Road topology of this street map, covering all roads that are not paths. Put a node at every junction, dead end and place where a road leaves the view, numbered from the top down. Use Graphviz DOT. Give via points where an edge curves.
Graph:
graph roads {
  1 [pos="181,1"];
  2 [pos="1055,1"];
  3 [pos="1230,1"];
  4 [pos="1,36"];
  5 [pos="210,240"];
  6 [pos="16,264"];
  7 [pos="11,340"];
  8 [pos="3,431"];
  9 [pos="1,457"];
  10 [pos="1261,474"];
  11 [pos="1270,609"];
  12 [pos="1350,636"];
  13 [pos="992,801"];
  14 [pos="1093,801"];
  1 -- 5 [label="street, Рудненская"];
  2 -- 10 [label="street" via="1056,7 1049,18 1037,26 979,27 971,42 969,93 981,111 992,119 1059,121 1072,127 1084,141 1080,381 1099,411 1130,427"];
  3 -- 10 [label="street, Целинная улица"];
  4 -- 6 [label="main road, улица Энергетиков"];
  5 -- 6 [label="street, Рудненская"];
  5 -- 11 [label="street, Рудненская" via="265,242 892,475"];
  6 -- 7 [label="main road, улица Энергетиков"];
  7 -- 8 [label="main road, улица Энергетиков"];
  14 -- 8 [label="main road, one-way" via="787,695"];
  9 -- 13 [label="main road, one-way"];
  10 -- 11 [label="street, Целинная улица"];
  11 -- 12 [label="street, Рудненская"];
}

* * *

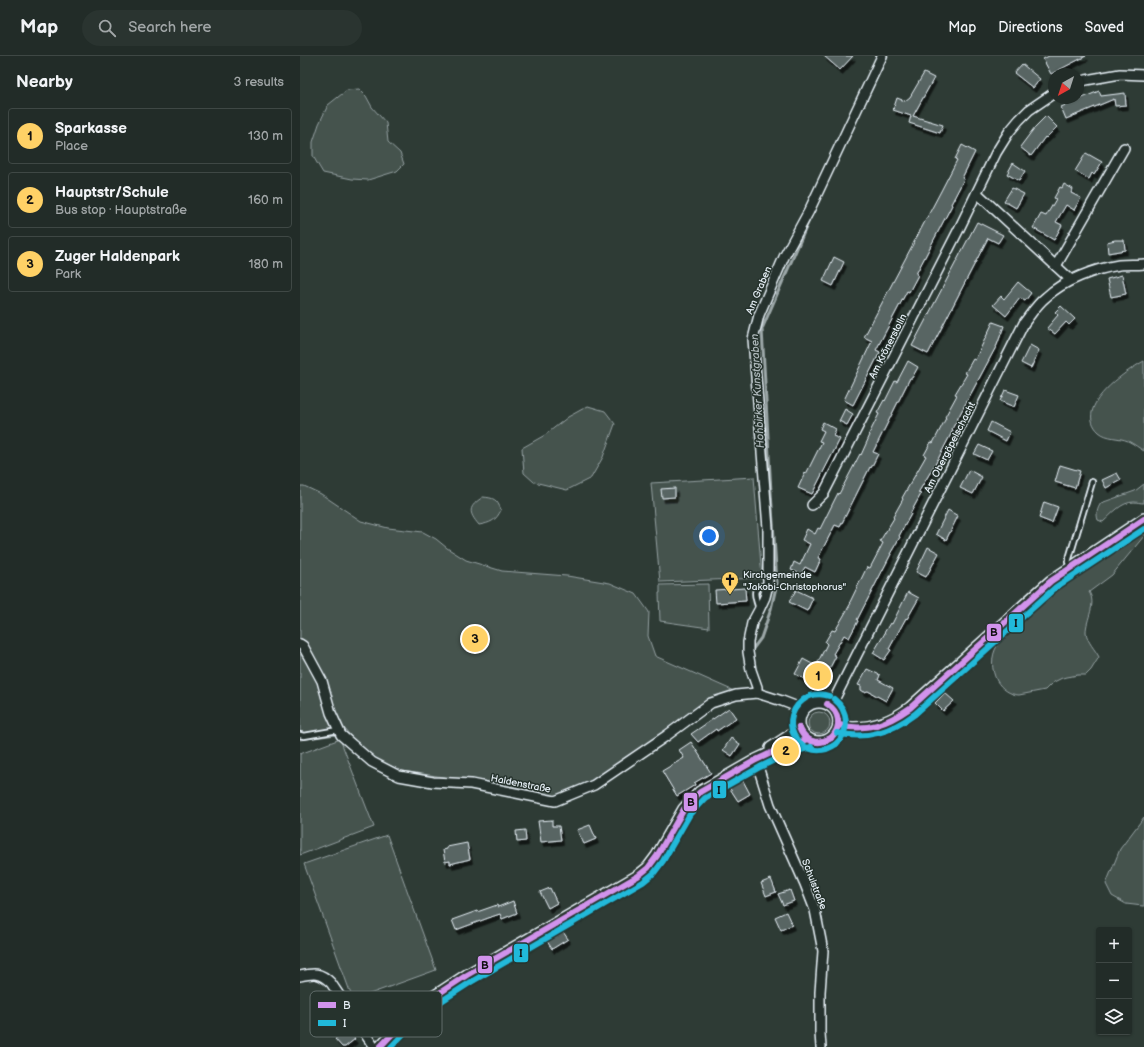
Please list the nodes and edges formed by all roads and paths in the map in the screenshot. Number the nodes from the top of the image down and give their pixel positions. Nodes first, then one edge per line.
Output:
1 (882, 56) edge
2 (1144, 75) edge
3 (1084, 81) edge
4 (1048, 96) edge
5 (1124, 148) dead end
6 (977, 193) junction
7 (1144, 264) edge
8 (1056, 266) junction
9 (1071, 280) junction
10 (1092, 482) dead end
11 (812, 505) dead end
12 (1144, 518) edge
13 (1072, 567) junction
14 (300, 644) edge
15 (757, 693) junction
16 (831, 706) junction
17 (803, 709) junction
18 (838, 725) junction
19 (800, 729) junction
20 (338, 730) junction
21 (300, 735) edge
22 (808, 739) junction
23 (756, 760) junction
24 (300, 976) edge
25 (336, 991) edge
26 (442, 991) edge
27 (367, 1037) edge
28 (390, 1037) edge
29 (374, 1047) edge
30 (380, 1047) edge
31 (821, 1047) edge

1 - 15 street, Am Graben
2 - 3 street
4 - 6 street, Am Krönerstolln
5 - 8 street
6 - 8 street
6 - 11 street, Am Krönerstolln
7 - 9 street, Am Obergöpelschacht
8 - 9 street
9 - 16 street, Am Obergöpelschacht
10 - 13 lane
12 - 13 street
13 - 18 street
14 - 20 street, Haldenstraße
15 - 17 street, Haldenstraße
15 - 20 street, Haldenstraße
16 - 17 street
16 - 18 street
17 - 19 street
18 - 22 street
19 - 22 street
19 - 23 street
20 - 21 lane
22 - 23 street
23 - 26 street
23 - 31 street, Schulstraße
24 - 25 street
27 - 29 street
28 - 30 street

* * *

## What you will do
Give the number of lines in the data that contain the word "from", and add no other text.

## Exercise response
2